## Your instructions
Look below for the line that has "For a GIS import: Convert"; output exactly from it through the line that has "Describe this map", and leave the pictures out.

## Records shown
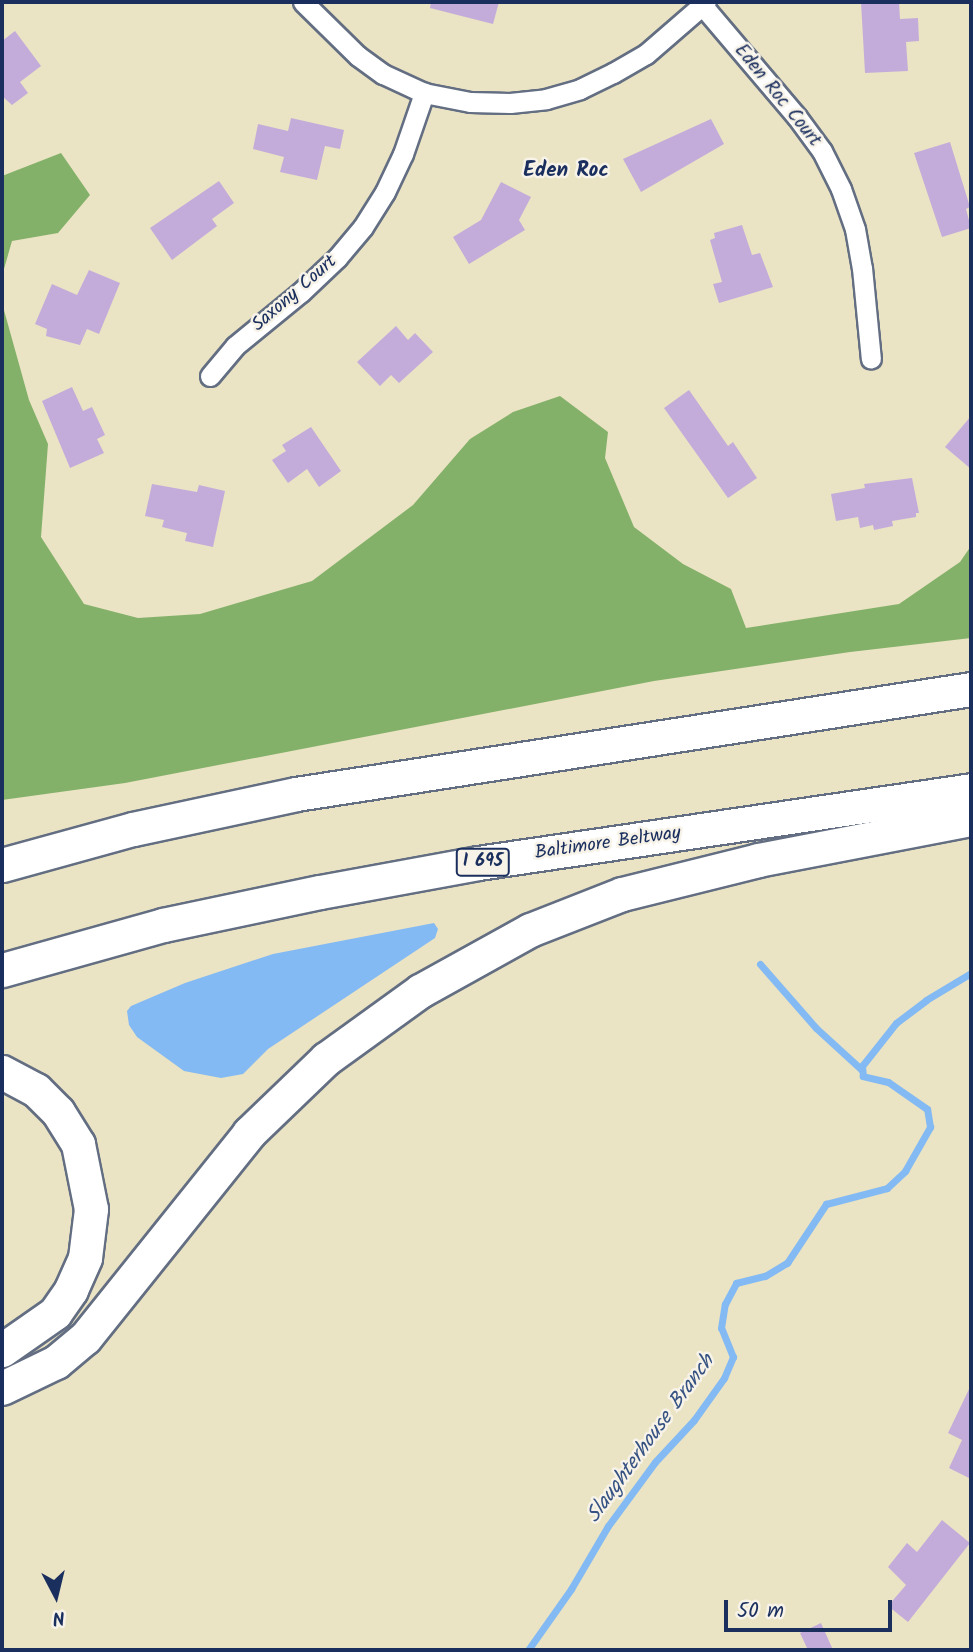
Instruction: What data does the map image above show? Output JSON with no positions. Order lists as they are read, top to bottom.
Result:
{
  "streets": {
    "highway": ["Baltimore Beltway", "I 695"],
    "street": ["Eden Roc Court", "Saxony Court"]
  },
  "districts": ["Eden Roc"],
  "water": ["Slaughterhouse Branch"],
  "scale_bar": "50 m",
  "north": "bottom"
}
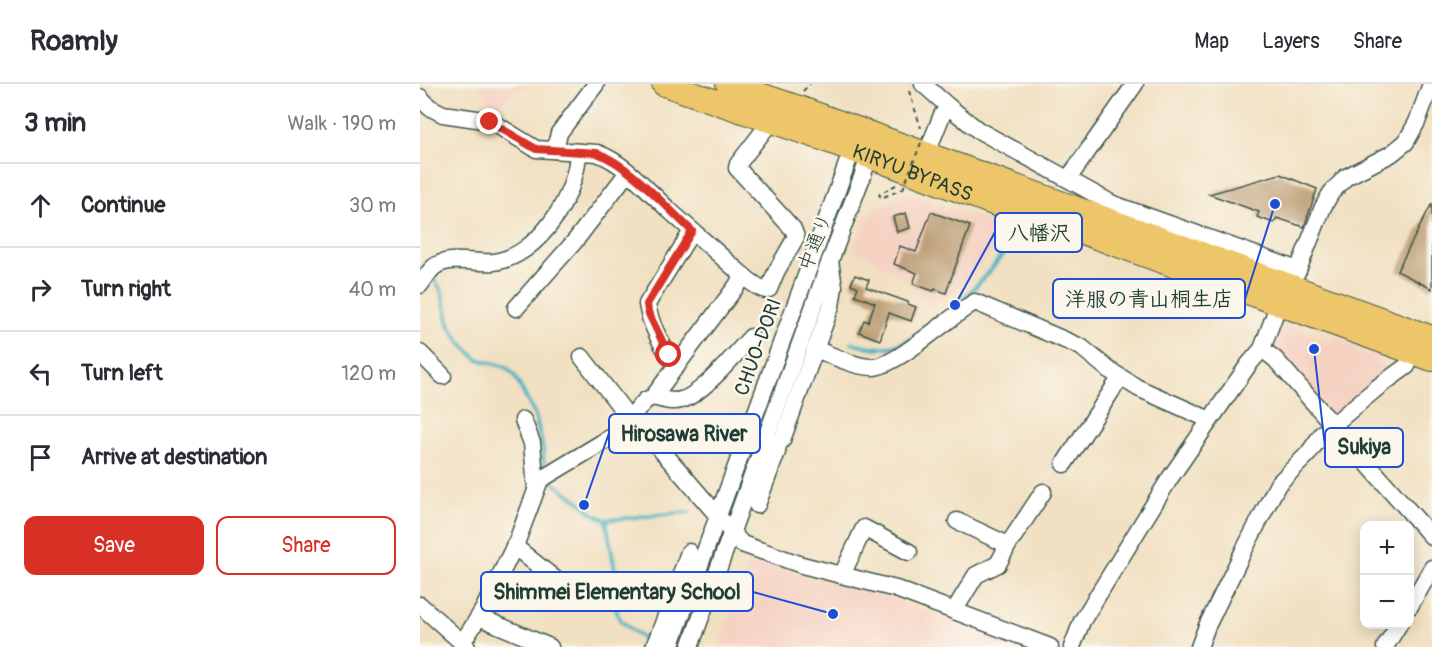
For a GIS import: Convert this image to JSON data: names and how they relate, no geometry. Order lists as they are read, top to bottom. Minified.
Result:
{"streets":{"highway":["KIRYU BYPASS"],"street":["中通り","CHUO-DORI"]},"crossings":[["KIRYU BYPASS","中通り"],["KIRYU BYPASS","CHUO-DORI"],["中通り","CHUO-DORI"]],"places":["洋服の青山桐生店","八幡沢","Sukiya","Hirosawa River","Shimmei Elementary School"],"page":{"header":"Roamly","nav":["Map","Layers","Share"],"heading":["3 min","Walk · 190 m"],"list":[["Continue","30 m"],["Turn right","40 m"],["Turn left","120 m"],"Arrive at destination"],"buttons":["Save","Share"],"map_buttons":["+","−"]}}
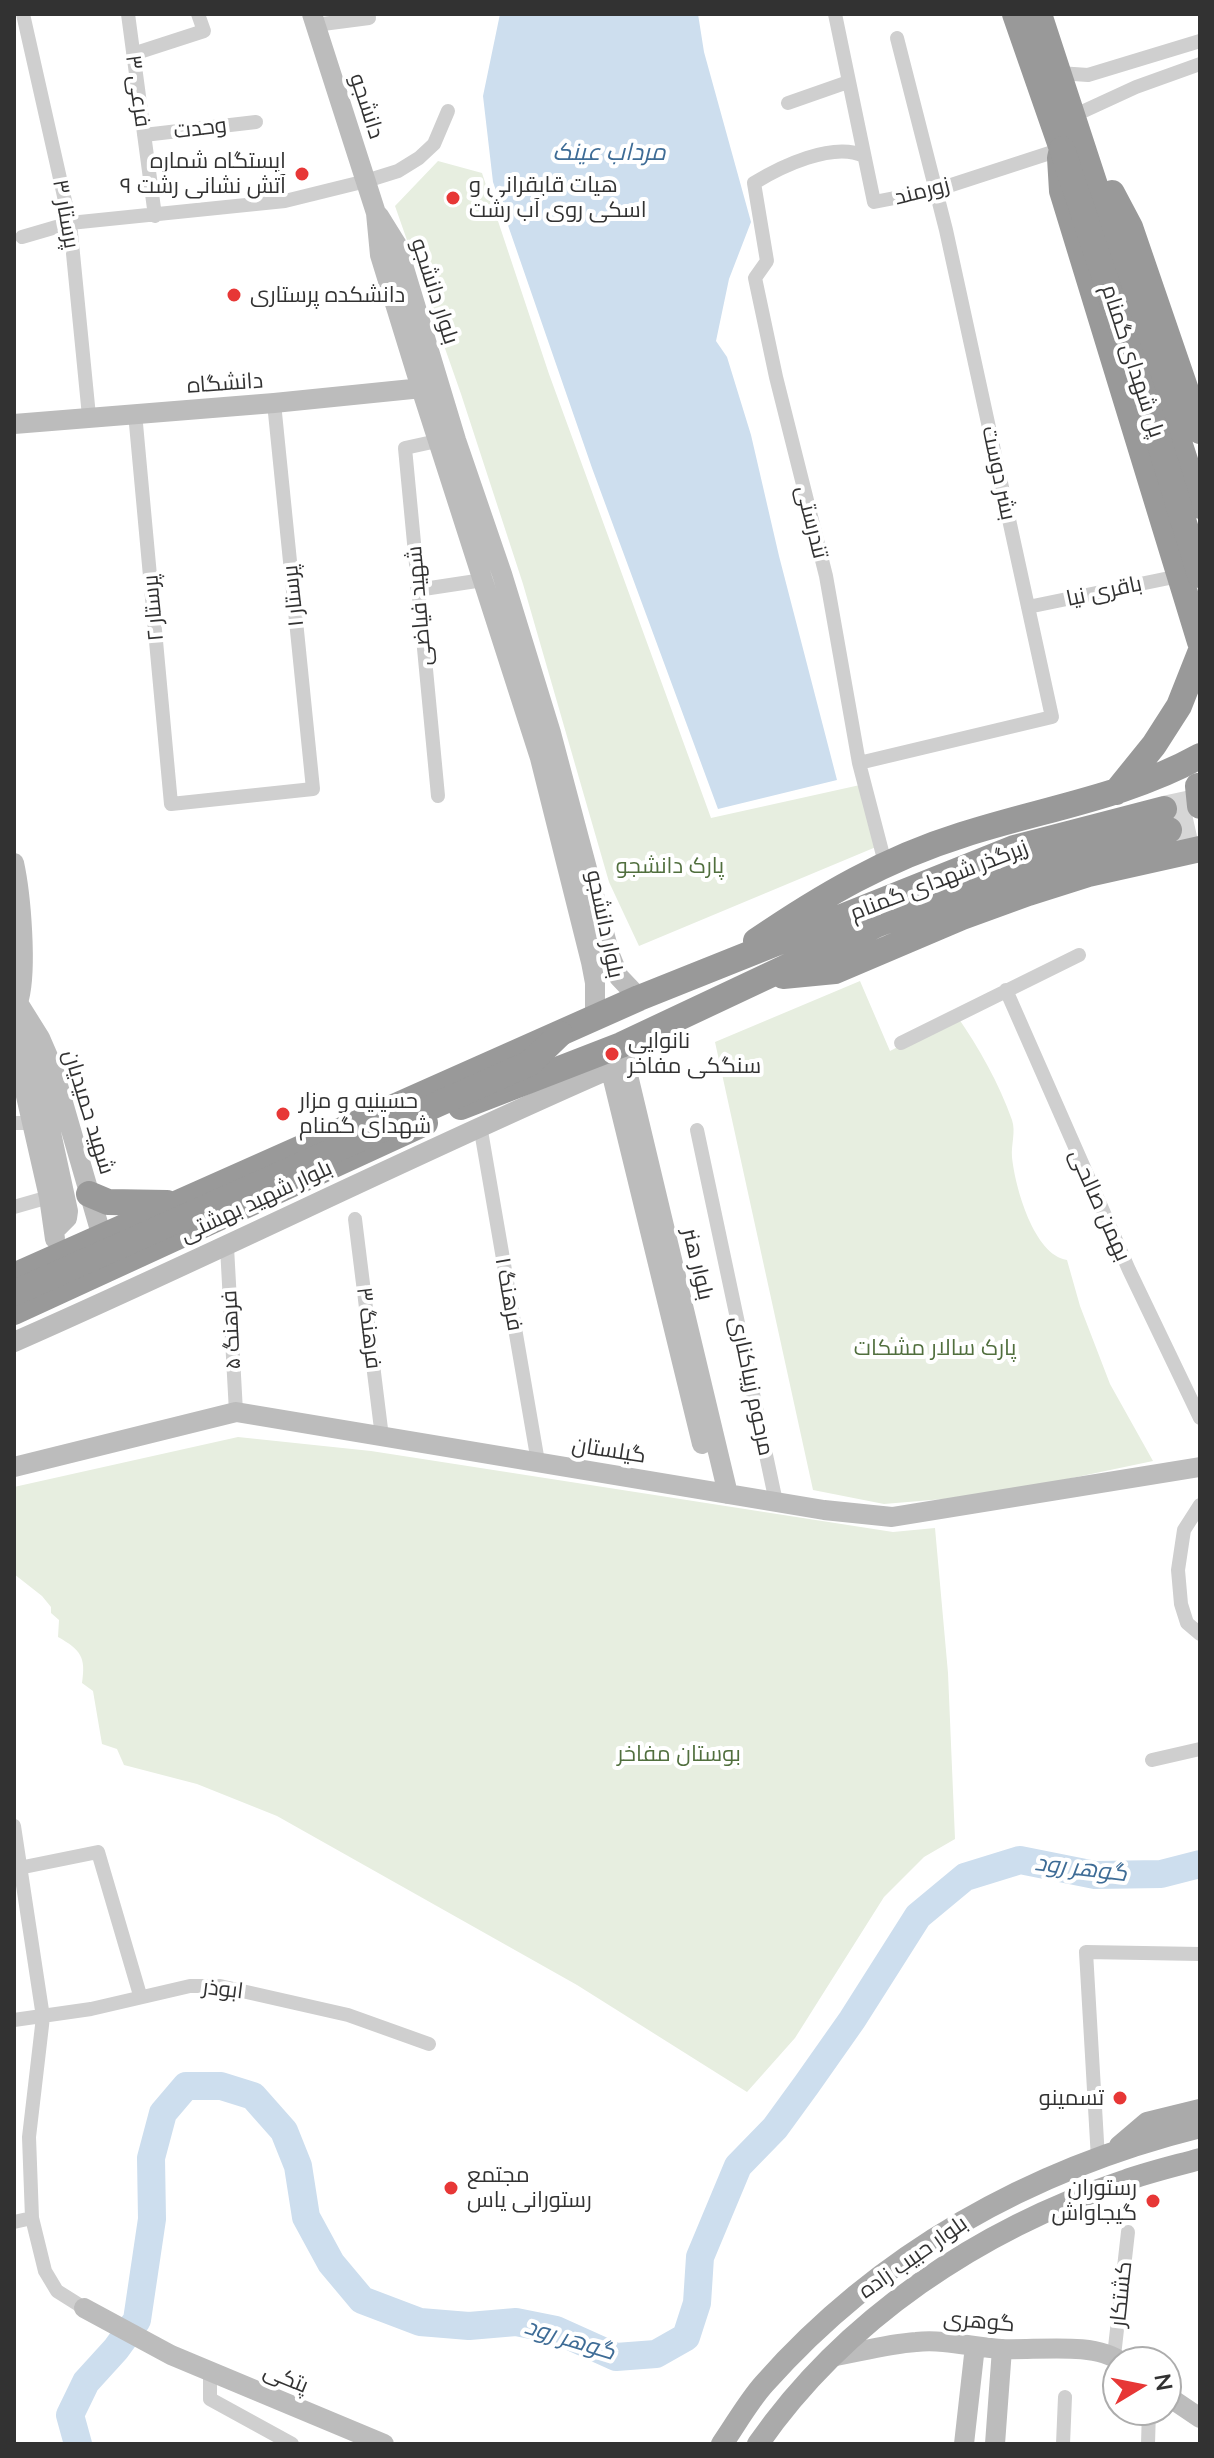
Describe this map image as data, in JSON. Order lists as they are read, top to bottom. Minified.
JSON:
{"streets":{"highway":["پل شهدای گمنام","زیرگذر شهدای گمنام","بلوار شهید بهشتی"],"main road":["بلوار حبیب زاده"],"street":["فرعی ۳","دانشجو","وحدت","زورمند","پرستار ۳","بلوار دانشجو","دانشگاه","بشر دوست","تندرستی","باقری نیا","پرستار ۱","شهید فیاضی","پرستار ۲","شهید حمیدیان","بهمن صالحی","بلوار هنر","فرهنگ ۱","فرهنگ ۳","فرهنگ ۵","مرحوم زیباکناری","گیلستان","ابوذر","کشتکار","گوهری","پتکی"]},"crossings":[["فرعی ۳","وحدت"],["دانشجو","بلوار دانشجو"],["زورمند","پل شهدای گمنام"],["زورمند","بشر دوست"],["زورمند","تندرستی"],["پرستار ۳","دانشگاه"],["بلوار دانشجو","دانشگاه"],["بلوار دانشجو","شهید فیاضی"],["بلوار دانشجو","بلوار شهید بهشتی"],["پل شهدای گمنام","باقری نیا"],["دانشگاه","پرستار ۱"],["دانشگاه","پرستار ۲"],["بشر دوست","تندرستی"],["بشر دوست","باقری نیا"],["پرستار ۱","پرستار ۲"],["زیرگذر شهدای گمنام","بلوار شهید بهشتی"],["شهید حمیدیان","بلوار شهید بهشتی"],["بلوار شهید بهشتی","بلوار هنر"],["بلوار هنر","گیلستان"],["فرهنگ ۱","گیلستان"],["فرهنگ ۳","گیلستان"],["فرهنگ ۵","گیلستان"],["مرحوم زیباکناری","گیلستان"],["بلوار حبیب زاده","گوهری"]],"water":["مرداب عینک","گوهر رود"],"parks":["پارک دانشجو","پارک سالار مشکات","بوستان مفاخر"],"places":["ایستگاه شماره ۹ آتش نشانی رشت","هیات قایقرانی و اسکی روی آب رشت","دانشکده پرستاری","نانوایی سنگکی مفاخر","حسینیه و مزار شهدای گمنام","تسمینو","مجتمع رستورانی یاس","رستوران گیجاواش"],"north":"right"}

## Result for this task
For a GIS import: Convert this image to JSON data: names and how they relate, no geometry. Order lists as they are read, top to bottom. Minified.
Result:
{"streets":{"highway":["KIRYU BYPASS"],"street":["中通り","CHUO-DORI"]},"crossings":[["KIRYU BYPASS","中通り"],["KIRYU BYPASS","CHUO-DORI"],["中通り","CHUO-DORI"]],"places":["洋服の青山桐生店","八幡沢","Sukiya","Hirosawa River","Shimmei Elementary School"],"page":{"header":"Roamly","nav":["Map","Layers","Share"],"heading":["3 min","Walk · 190 m"],"list":[["Continue","30 m"],["Turn right","40 m"],["Turn left","120 m"],"Arrive at destination"],"buttons":["Save","Share"],"map_buttons":["+","−"]}}
Describe this map image as data, in JSON. Order lists as they are read, top to bottom. Minified.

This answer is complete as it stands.